» **PROBLEM**:
In the data below, locate each line with the word "paths" and list it.

--- INFORMATION SHOWN Enclosed Below ---

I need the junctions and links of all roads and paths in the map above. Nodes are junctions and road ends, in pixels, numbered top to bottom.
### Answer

--- End of Enclosed INFORMATION SHOWN ---
--- INFORMATION SHOWN Enclosed Below ---

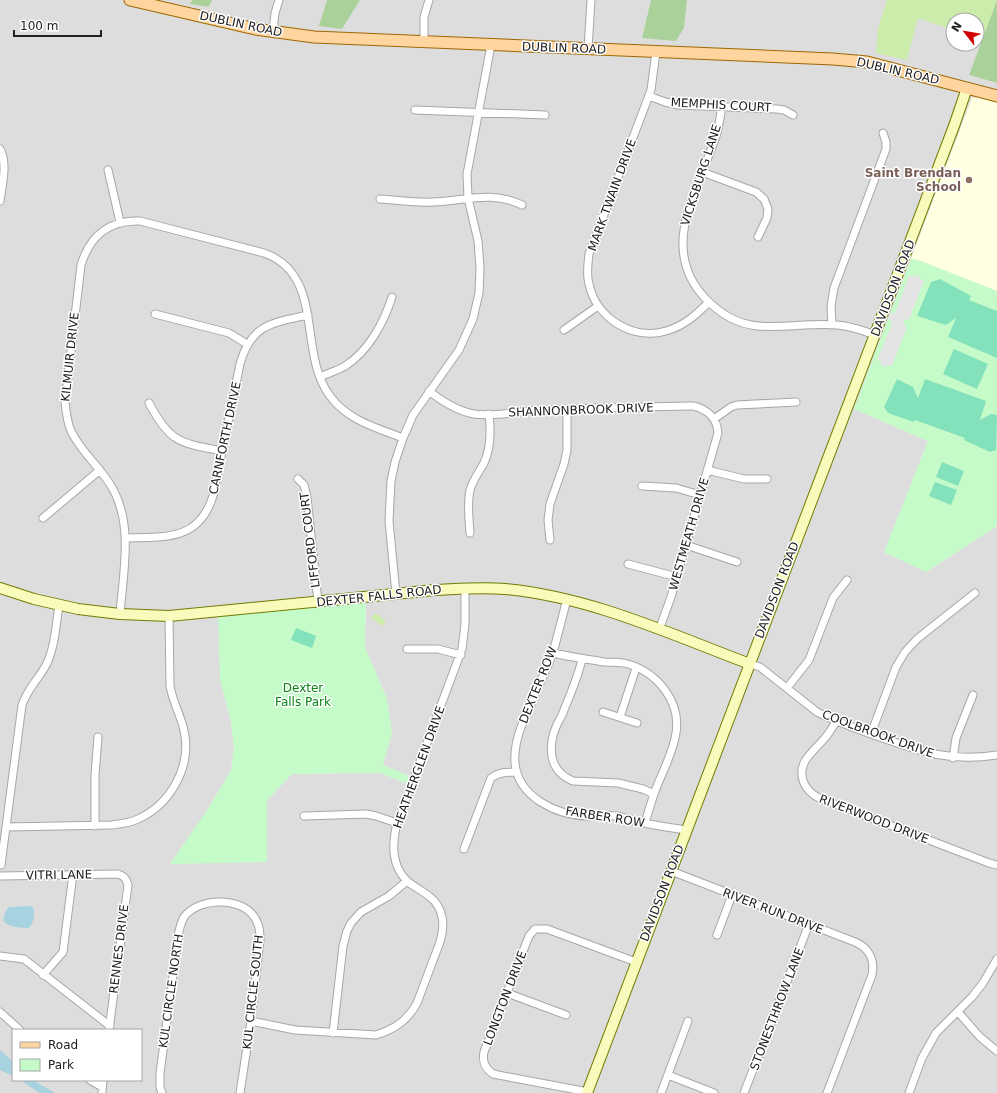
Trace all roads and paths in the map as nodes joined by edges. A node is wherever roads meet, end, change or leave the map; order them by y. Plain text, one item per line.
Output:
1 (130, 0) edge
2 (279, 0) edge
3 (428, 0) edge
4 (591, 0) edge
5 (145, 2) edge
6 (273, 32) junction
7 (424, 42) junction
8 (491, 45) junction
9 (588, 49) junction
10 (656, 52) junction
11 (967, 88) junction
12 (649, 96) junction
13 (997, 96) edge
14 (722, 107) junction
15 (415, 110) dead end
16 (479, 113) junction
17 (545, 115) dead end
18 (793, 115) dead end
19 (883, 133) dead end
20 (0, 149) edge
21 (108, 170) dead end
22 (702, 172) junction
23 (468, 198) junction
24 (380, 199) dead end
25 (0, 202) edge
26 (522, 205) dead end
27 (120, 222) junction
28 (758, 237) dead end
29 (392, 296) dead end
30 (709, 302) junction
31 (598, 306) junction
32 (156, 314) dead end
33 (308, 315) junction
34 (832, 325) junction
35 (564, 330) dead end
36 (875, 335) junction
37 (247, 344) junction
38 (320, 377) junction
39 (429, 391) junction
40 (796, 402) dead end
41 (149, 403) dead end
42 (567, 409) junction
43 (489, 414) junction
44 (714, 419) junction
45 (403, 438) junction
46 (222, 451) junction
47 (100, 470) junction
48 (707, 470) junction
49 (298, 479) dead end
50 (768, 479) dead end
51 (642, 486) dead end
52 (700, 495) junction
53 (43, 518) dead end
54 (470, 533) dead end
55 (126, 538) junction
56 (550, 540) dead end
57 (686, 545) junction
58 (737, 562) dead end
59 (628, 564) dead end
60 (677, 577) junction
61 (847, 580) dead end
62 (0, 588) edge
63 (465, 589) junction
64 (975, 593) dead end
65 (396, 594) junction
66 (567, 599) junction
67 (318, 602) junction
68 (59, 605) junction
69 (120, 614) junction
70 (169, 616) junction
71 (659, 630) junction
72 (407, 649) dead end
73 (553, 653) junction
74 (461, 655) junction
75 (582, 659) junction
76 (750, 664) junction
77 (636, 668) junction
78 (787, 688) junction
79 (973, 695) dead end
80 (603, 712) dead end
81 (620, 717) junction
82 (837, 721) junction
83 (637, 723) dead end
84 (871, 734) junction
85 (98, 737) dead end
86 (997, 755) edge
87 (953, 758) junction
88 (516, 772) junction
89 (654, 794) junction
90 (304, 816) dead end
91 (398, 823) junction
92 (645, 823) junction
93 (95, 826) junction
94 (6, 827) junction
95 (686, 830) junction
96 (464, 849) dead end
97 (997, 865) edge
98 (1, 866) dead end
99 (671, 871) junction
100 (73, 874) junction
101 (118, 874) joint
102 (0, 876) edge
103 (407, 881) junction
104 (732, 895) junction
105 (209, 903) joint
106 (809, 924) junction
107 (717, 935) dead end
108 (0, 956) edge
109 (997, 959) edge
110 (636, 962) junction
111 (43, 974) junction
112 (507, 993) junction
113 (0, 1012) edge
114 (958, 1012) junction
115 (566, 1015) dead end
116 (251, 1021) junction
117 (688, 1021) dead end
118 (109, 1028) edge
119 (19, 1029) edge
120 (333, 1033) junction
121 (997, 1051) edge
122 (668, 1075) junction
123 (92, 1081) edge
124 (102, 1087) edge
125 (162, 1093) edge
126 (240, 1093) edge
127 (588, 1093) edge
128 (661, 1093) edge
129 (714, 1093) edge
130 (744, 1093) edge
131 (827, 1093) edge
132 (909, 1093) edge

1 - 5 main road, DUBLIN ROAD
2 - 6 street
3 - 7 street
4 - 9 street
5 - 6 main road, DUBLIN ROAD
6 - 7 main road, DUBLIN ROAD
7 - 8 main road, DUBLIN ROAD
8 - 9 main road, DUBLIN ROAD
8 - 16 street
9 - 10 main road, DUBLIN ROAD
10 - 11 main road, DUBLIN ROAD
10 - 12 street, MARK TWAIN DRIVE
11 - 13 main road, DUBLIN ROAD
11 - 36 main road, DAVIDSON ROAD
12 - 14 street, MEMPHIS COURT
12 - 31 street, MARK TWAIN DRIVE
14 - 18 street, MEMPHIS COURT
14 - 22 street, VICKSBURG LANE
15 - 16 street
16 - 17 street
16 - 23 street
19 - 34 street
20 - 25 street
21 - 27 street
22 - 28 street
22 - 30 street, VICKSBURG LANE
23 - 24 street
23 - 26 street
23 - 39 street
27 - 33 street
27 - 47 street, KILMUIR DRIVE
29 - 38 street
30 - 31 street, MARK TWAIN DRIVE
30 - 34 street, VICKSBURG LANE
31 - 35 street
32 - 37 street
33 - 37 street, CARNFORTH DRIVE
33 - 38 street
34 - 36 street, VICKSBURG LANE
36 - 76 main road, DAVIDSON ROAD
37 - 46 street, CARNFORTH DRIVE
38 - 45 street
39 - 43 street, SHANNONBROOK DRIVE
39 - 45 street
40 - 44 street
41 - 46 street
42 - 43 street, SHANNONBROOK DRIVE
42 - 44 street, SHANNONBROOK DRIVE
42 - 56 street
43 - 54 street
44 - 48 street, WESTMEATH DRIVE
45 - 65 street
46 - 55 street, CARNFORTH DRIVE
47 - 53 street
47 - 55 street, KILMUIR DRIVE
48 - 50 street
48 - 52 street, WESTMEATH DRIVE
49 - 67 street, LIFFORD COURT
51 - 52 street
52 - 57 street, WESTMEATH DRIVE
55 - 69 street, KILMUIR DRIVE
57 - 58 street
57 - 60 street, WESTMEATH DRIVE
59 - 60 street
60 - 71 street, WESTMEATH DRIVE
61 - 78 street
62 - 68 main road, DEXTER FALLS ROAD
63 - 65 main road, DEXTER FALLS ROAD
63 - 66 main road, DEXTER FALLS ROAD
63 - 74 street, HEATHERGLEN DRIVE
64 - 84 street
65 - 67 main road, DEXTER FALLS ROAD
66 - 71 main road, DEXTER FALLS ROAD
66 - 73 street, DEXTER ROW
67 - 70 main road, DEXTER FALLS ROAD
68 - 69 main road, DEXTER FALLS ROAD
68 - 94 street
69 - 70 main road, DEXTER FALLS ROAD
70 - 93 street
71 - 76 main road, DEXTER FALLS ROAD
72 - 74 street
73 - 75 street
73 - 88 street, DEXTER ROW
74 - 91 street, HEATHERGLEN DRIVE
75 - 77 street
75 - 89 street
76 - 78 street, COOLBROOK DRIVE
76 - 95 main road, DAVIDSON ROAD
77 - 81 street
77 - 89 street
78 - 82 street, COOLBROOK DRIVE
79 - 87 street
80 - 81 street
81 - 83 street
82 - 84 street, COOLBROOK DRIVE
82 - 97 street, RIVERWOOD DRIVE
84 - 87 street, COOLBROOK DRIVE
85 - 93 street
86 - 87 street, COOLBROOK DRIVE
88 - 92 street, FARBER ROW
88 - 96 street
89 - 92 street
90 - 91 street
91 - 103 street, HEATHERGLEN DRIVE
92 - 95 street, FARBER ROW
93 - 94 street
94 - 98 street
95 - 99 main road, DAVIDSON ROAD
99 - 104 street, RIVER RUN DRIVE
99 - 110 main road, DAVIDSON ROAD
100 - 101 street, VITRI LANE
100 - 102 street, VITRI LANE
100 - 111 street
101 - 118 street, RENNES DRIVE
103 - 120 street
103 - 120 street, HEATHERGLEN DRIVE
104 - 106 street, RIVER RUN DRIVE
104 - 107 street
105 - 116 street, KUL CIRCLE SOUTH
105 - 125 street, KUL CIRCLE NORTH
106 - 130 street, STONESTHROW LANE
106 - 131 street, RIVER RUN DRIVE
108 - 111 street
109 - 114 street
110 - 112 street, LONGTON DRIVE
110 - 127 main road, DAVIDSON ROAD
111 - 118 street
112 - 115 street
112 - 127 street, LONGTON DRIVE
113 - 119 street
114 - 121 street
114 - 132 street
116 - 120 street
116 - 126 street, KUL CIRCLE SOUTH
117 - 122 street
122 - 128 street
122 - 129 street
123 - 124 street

--- End of Enclosed INFORMATION SHOWN ---
--- INFORMATION SHOWN Enclosed Below ---

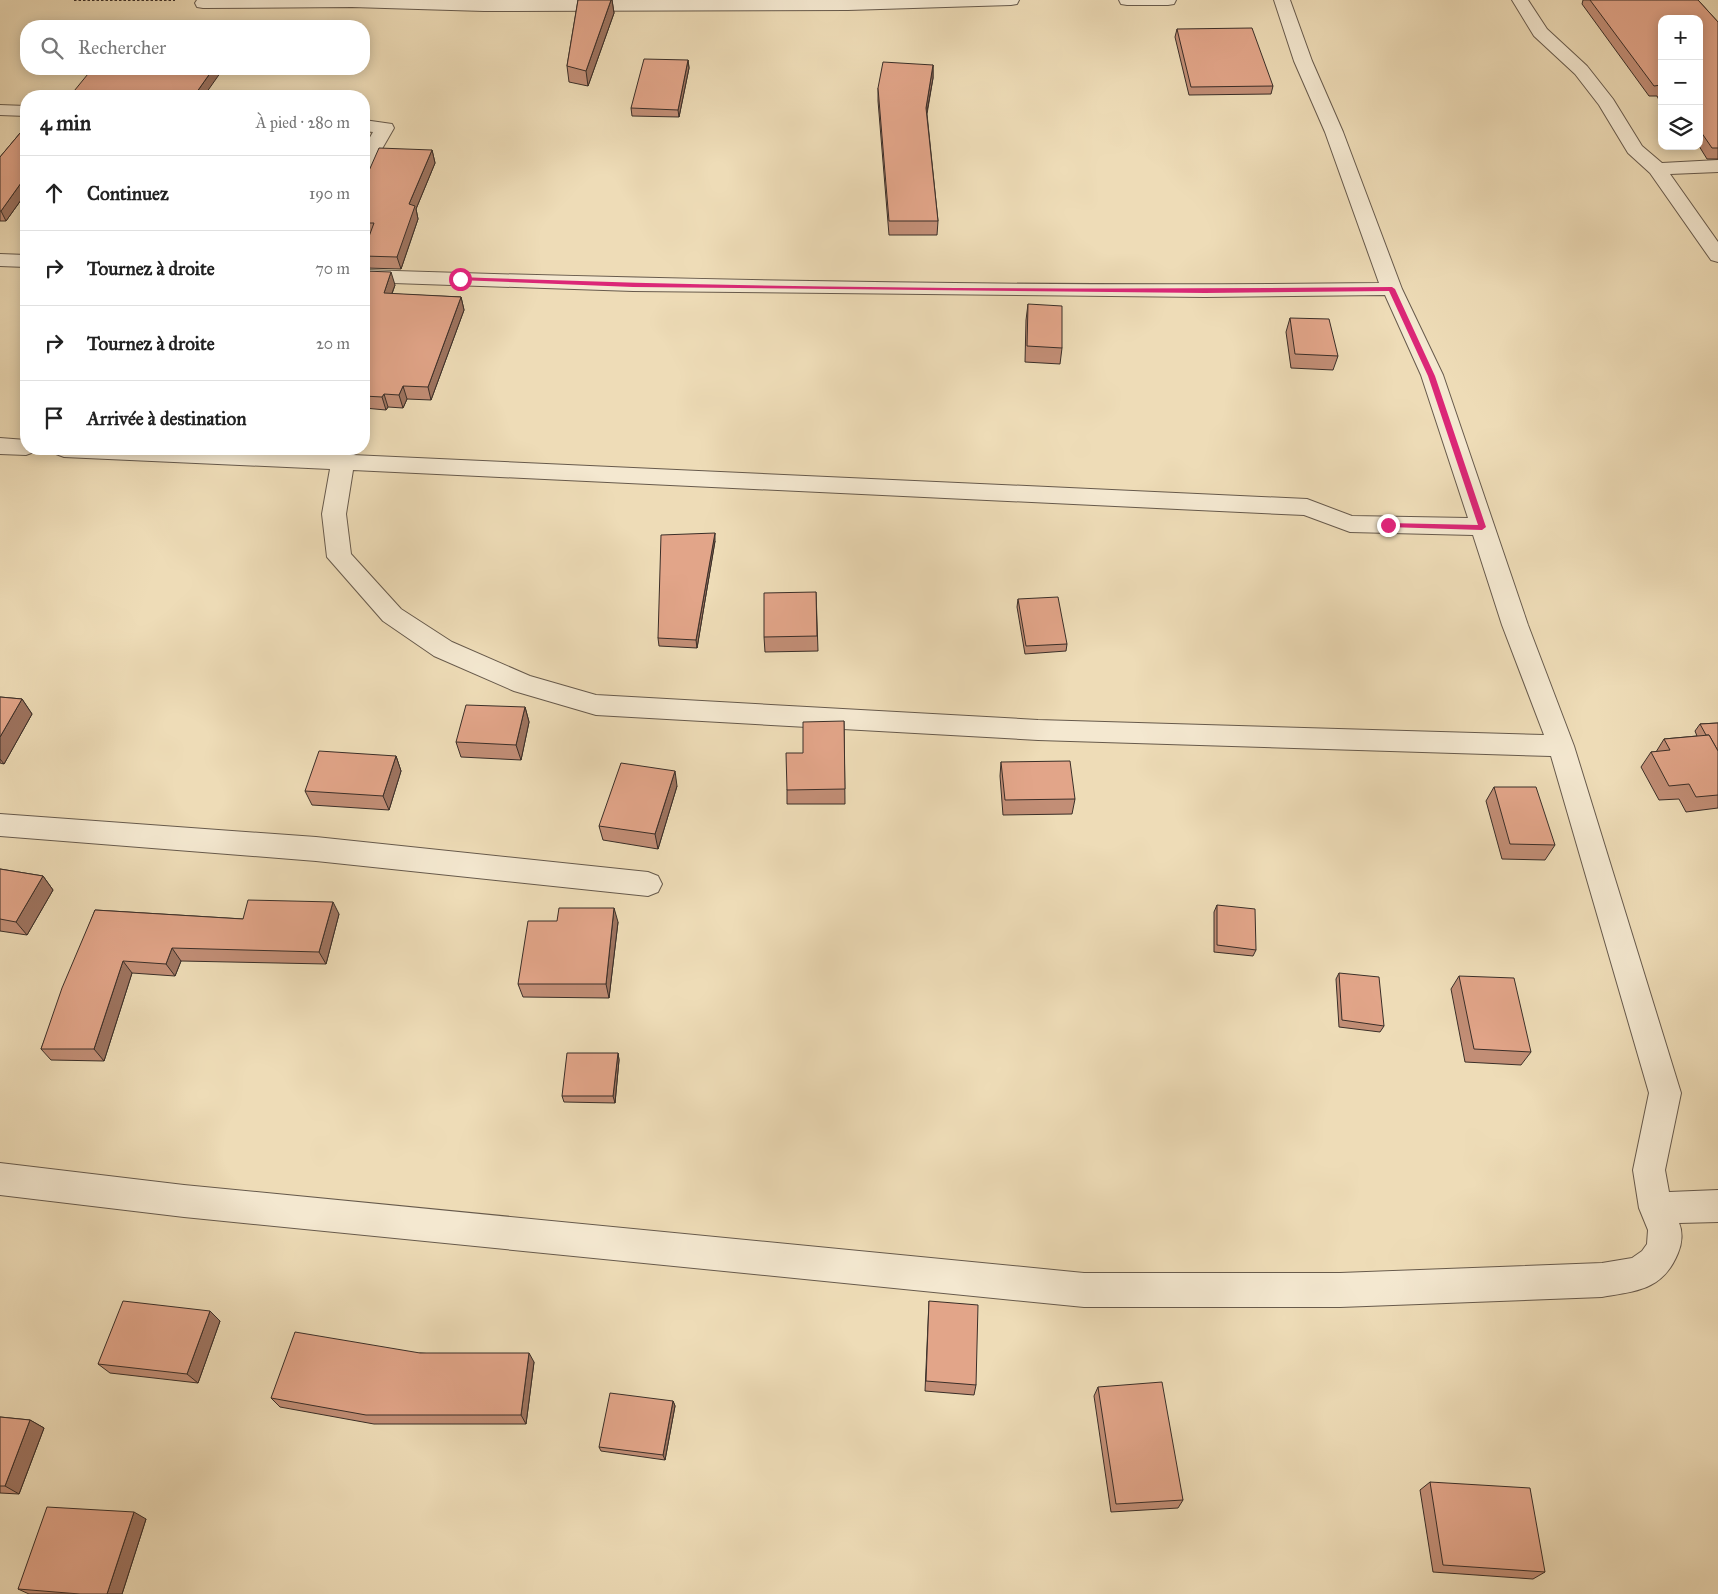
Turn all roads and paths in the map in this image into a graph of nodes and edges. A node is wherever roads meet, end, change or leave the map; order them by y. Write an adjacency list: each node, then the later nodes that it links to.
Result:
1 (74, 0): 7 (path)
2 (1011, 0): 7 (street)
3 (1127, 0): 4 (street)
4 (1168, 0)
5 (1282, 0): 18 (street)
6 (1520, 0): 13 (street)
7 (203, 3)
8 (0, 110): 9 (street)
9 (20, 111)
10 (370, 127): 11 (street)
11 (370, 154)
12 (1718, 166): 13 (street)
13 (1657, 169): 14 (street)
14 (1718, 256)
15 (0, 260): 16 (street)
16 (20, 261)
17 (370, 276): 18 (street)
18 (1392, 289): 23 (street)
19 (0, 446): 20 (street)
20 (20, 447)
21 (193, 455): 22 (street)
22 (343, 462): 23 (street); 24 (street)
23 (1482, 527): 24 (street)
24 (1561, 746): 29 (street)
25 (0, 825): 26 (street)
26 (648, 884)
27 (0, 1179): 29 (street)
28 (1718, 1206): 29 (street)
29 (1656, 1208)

--- End of Enclosed INFORMATION SHOWN ---

» **WRITTEN ANSWER**:
I need the junctions and links of all roads and paths in the map above. Nodes are junctions and road ends, in pixels, numbered top to bottom.
Trace all roads and paths in the map as nodes joined by edges. A node is wherever roads meet, end, change or leave the map; order them by y. Plain text, one item per line.
Turn all roads and paths in the map in this image into a graph of nodes and edges. A node is wherever roads meet, end, change or leave the map; order them by y. Write an adjacency list: each node, then the later nodes that it links to.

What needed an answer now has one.